Stored items:
○ ○ ○ ○

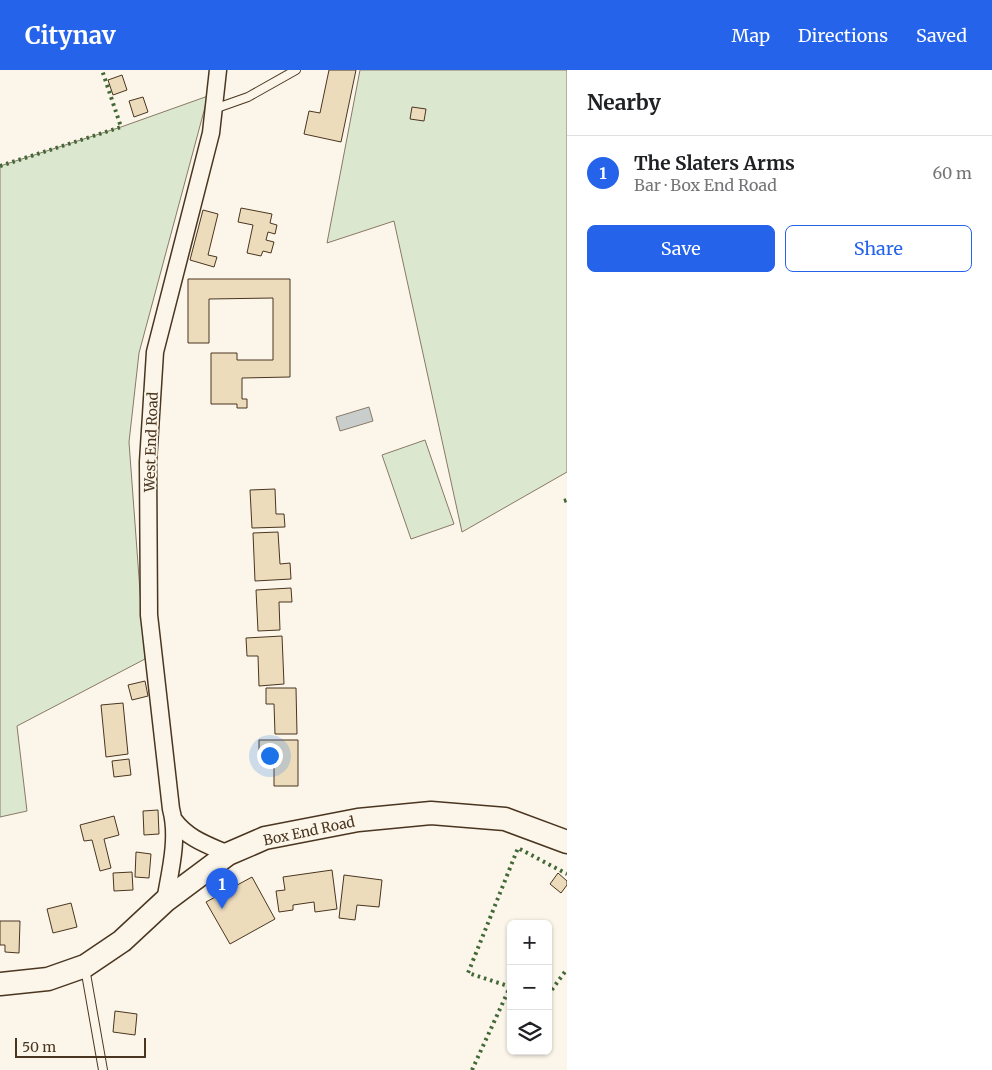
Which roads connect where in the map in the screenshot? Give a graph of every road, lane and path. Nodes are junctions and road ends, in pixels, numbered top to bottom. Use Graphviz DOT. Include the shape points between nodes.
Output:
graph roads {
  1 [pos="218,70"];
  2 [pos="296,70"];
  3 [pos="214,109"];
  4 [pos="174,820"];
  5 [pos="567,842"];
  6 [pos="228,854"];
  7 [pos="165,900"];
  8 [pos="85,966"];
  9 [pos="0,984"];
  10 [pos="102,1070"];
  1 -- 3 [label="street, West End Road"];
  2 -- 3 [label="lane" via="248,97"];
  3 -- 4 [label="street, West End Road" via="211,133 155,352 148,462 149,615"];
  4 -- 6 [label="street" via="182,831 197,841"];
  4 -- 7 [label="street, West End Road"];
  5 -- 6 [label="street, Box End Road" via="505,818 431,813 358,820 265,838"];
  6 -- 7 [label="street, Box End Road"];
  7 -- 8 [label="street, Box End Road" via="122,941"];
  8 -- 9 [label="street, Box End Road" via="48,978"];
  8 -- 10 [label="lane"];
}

○ ○ ○ ○

> Work to complete
Set down all of the data word for word; no pictures belong in it.

> Reply to the exercise
Which roads connect where in the map in the screenshot? Give a graph of every road, lane and path. Nodes are junctions and road ends, in pixels, numbered top to bottom. Use Graphviz DOT. Include the shape points between nodes.
Output:
graph roads {
  1 [pos="218,70"];
  2 [pos="296,70"];
  3 [pos="214,109"];
  4 [pos="174,820"];
  5 [pos="567,842"];
  6 [pos="228,854"];
  7 [pos="165,900"];
  8 [pos="85,966"];
  9 [pos="0,984"];
  10 [pos="102,1070"];
  1 -- 3 [label="street, West End Road"];
  2 -- 3 [label="lane" via="248,97"];
  3 -- 4 [label="street, West End Road" via="211,133 155,352 148,462 149,615"];
  4 -- 6 [label="street" via="182,831 197,841"];
  4 -- 7 [label="street, West End Road"];
  5 -- 6 [label="street, Box End Road" via="505,818 431,813 358,820 265,838"];
  6 -- 7 [label="street, Box End Road"];
  7 -- 8 [label="street, Box End Road" via="122,941"];
  8 -- 9 [label="street, Box End Road" via="48,978"];
  8 -- 10 [label="lane"];
}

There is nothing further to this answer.